Publication

Multi-Resolution Real-Time
Deep Pose-Space Deformation

ACM Transactions on Graphics 43(6) (SIGGRAPH Asia 2024)
Mianlun Zheng, Jernej Barbič

Abstract: We present a hard-real-time multi-resolution mesh shape deformation technique for skeleton-driven soft-body characters. Producing mesh deformations at multiple levels of detail is very important in many applications in computer graphics. Our work targets applications where the multi-resolution shapes must be generated at fast speeds (``hard-real-time'', e.g., a few milliseconds at most and preferably under 1 millisecond), as commonly needed in computer games, virtual reality and Metaverse applications. We assume that the character mesh is driven by a skeleton, and that high-quality character shapes are available in a set of training poses originating from a high-quality (slow) rig such as volumetric FEM simulation. Our method combines multi-resolution analysis, mesh partition of unity, and neural networks, to learn the pre-skinning shape deformations in an arbitrary character pose. Combined with linear blend skinning, this makes it possible to reconstruct the training shapes, as well as interpolate and extrapolate them. Crucially, we simultaneously achieve this at hard real-time rates and at multiple mesh resolution levels. Our technique makes it possible to trade deformation quality for memory and computation speed, to accommodate the strict requirements of modern real-time systems.
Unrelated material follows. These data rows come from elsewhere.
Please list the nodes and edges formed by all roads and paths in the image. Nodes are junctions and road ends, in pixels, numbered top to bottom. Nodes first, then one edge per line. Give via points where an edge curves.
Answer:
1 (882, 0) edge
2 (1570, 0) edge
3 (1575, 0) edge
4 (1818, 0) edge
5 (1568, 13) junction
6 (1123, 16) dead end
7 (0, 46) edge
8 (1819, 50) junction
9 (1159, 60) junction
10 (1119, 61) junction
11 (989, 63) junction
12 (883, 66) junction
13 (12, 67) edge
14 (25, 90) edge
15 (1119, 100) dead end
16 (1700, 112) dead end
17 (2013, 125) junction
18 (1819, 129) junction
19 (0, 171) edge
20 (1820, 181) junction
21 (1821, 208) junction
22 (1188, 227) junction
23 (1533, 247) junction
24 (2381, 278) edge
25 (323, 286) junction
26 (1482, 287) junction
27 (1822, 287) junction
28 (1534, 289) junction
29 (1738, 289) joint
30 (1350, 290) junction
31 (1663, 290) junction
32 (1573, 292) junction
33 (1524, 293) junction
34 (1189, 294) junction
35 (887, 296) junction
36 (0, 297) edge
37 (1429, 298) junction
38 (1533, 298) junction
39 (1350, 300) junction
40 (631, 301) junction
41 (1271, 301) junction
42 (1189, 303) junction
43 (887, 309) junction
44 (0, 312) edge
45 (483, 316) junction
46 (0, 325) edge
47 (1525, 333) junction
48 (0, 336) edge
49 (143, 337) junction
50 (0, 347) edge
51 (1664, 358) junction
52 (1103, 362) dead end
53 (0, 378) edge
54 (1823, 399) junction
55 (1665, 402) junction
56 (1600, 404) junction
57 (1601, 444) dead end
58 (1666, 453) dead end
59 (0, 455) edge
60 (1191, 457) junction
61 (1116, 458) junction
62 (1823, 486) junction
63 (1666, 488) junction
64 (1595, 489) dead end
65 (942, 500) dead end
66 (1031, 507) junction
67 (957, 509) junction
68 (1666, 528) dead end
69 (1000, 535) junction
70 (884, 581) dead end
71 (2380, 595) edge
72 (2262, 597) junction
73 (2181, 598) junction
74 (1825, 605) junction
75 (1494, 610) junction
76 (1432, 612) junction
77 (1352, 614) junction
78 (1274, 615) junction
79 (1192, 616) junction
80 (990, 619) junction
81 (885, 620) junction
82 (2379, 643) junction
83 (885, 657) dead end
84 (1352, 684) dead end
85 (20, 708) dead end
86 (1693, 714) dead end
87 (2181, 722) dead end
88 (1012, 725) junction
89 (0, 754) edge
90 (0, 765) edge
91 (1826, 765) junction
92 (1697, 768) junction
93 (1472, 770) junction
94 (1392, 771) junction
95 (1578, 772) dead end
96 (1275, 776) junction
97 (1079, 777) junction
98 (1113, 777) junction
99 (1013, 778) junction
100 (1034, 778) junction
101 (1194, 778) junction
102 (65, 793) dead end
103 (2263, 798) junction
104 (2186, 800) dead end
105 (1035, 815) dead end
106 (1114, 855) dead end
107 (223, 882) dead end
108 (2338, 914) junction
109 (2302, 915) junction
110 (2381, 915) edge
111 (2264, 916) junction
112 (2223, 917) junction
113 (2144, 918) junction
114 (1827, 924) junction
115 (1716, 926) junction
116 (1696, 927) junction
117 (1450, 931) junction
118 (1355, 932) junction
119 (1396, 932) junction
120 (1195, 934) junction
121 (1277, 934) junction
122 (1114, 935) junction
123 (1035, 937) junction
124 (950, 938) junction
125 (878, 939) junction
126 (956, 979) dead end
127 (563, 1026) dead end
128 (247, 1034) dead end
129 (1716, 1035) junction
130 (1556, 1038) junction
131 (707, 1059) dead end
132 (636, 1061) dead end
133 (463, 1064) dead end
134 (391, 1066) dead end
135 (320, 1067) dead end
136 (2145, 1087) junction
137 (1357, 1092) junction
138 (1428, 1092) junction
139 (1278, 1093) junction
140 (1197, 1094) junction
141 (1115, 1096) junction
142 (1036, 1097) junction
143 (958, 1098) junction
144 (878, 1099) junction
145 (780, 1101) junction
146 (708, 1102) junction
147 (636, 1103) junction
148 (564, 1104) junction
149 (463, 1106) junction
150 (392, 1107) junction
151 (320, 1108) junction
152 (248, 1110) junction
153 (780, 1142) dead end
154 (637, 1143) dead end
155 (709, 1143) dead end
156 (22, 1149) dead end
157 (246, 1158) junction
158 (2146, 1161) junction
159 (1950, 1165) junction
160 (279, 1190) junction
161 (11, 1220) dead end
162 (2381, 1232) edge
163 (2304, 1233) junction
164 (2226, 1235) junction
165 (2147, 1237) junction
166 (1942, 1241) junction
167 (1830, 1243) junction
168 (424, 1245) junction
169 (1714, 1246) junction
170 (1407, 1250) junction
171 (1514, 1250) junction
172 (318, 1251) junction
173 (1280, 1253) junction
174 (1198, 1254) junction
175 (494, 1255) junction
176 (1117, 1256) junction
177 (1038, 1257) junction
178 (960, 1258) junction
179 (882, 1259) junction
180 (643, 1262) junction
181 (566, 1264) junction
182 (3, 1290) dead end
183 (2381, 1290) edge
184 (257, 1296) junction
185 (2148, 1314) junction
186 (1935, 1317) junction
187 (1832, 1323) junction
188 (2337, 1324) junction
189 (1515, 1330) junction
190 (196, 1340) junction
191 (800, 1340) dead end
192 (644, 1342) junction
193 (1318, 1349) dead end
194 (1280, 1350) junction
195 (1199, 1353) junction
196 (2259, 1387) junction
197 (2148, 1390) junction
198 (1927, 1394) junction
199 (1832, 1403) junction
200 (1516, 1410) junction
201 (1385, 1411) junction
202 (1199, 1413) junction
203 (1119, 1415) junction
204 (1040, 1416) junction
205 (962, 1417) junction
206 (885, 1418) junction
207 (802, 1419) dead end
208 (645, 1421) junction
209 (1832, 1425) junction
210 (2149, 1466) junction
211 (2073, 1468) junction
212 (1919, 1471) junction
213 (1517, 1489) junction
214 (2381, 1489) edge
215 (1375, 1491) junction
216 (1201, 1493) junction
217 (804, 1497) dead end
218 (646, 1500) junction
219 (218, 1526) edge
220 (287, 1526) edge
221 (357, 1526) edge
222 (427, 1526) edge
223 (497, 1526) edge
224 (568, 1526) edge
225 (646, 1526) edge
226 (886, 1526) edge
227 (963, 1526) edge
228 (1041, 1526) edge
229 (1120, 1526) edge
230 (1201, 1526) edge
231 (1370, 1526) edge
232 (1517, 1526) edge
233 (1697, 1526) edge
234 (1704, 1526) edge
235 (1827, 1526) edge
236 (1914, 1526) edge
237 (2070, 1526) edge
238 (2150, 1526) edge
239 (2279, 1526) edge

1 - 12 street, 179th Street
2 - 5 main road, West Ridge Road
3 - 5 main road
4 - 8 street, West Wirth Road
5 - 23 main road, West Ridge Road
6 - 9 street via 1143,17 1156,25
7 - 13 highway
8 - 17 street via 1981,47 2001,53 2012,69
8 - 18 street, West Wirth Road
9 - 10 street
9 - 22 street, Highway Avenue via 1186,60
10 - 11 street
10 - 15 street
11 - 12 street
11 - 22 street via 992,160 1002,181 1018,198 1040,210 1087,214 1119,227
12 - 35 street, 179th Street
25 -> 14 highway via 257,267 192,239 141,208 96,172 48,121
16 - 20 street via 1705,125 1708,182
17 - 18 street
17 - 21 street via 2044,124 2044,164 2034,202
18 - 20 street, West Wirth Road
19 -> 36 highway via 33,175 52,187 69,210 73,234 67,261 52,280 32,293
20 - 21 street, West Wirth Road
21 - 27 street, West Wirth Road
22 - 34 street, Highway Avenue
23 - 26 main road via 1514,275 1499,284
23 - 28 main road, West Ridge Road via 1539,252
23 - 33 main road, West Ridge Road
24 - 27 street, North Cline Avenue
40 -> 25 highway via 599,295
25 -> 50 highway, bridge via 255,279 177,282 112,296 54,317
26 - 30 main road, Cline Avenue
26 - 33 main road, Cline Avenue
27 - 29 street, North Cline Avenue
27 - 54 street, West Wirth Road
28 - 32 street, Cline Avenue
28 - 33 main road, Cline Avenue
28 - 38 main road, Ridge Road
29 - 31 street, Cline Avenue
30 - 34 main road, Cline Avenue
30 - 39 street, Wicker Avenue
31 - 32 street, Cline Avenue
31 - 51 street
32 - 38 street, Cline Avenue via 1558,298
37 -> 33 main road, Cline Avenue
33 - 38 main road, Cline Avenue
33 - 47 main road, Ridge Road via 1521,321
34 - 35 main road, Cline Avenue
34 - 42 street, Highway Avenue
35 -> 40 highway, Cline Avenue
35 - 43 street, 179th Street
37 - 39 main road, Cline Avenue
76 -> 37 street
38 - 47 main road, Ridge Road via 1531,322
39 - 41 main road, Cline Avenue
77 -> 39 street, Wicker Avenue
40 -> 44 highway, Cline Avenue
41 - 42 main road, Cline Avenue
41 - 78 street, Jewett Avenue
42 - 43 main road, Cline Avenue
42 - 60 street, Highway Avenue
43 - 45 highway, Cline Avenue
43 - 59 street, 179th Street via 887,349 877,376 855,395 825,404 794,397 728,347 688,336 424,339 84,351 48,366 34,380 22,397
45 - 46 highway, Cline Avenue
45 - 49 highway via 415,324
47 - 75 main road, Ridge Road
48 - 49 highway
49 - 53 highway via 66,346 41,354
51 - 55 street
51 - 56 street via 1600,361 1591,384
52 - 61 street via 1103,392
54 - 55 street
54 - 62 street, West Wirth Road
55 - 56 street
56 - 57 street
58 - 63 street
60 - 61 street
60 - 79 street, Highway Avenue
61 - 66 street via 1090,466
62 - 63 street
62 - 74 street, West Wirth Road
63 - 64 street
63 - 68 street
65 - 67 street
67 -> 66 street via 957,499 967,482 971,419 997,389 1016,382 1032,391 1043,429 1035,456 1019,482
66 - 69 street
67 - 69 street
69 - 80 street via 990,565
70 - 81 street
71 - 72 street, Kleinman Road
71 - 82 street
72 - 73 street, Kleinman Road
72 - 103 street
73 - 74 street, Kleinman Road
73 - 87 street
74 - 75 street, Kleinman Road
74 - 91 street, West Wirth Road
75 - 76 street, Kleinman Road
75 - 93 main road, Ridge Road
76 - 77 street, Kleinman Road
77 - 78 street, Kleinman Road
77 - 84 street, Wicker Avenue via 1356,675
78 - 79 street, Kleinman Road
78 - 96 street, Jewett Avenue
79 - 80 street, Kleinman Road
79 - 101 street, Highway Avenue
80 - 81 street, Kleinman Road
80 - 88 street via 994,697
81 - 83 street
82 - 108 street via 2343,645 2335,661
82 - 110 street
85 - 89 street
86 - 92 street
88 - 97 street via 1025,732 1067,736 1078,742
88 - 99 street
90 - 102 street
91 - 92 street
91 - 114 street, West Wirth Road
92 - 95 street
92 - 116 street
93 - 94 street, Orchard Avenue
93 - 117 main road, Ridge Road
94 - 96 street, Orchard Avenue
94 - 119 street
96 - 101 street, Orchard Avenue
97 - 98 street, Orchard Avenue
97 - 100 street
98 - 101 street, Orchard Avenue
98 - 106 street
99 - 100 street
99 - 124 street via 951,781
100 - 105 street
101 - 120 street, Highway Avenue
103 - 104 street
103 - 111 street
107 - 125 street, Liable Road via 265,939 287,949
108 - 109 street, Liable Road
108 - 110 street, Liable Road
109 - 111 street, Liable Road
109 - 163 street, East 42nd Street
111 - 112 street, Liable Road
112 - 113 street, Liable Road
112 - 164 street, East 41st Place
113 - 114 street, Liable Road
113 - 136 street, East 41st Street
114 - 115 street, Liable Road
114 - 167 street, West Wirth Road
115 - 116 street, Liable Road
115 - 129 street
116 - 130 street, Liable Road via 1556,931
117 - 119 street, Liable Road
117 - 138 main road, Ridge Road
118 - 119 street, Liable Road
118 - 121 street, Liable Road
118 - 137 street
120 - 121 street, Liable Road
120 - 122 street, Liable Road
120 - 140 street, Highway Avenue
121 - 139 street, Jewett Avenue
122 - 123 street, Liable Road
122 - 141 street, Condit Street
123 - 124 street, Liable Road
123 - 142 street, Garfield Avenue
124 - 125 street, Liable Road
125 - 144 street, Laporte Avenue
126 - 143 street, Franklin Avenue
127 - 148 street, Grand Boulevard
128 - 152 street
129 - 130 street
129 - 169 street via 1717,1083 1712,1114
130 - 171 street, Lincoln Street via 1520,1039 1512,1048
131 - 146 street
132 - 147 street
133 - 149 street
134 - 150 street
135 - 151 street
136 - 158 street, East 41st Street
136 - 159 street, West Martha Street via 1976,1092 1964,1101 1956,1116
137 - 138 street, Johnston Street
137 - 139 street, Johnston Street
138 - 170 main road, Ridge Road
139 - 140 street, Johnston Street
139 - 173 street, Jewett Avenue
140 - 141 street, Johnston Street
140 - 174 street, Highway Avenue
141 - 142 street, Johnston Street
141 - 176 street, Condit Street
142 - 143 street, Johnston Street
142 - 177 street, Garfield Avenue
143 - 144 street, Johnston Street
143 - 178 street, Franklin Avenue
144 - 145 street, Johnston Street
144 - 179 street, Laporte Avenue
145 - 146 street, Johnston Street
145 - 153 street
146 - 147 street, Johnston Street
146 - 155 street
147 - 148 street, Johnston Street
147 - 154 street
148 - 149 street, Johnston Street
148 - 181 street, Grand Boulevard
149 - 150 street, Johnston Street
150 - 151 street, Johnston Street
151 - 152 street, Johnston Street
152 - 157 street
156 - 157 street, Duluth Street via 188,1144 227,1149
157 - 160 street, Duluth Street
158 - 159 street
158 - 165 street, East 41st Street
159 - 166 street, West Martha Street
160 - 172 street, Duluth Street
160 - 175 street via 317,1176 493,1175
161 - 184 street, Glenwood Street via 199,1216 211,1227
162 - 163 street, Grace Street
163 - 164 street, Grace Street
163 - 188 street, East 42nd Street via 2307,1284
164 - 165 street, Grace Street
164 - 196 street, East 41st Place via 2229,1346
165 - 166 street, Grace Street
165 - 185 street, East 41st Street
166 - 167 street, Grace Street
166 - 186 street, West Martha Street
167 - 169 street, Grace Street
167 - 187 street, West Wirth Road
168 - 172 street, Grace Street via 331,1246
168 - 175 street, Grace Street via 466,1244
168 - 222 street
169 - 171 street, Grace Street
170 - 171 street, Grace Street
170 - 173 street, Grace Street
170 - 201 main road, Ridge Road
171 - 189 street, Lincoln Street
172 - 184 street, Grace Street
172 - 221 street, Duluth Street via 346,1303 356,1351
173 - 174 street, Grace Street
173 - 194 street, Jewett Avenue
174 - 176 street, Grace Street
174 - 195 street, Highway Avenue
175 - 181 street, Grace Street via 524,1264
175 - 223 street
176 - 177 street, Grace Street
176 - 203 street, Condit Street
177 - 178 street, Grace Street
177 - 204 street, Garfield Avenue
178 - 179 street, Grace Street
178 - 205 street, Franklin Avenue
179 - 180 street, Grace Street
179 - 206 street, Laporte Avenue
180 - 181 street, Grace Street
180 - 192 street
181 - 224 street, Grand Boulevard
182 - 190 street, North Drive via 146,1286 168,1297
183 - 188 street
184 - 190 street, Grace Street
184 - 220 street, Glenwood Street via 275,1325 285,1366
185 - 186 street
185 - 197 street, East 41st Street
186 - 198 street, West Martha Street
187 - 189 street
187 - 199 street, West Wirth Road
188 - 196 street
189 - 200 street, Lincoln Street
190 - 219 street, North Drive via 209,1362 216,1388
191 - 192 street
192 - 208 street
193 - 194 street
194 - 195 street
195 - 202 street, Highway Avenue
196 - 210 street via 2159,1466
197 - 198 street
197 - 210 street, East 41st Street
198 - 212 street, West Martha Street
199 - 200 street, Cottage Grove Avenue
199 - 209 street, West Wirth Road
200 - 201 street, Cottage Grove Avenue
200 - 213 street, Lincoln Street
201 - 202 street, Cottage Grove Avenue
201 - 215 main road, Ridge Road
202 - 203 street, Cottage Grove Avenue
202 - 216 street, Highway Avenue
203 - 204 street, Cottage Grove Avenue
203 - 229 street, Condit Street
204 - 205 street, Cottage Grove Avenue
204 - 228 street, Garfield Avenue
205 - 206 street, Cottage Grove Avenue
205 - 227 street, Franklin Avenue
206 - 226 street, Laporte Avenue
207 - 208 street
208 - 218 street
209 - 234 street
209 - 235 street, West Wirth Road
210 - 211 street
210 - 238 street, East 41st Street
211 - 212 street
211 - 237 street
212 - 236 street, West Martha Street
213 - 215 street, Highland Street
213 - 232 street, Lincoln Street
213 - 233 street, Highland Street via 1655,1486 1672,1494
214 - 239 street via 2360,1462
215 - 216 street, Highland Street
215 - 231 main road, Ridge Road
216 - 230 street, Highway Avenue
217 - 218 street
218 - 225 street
Furthermore, we propose memory layout and code improvements to boost computation speeds. Previous methods for real-time approximations of quality shape deformations did not focus on hard real-time, or did not investigate the multi-resolution aspect of the problem. Compared to a ``naive'' approach of separately processing each hierarchical level of detail, our method offers a substantial memory reduction as well as computational speedups. It also makes it possible to construct the shape progressively level by level and interrupt the computation at any time, enabling graceful degradation of the deformation detail. We demonstrate our technique on several examples, including a stylized human character, human hands, and an inverse-kinematics-driven quadruped animal.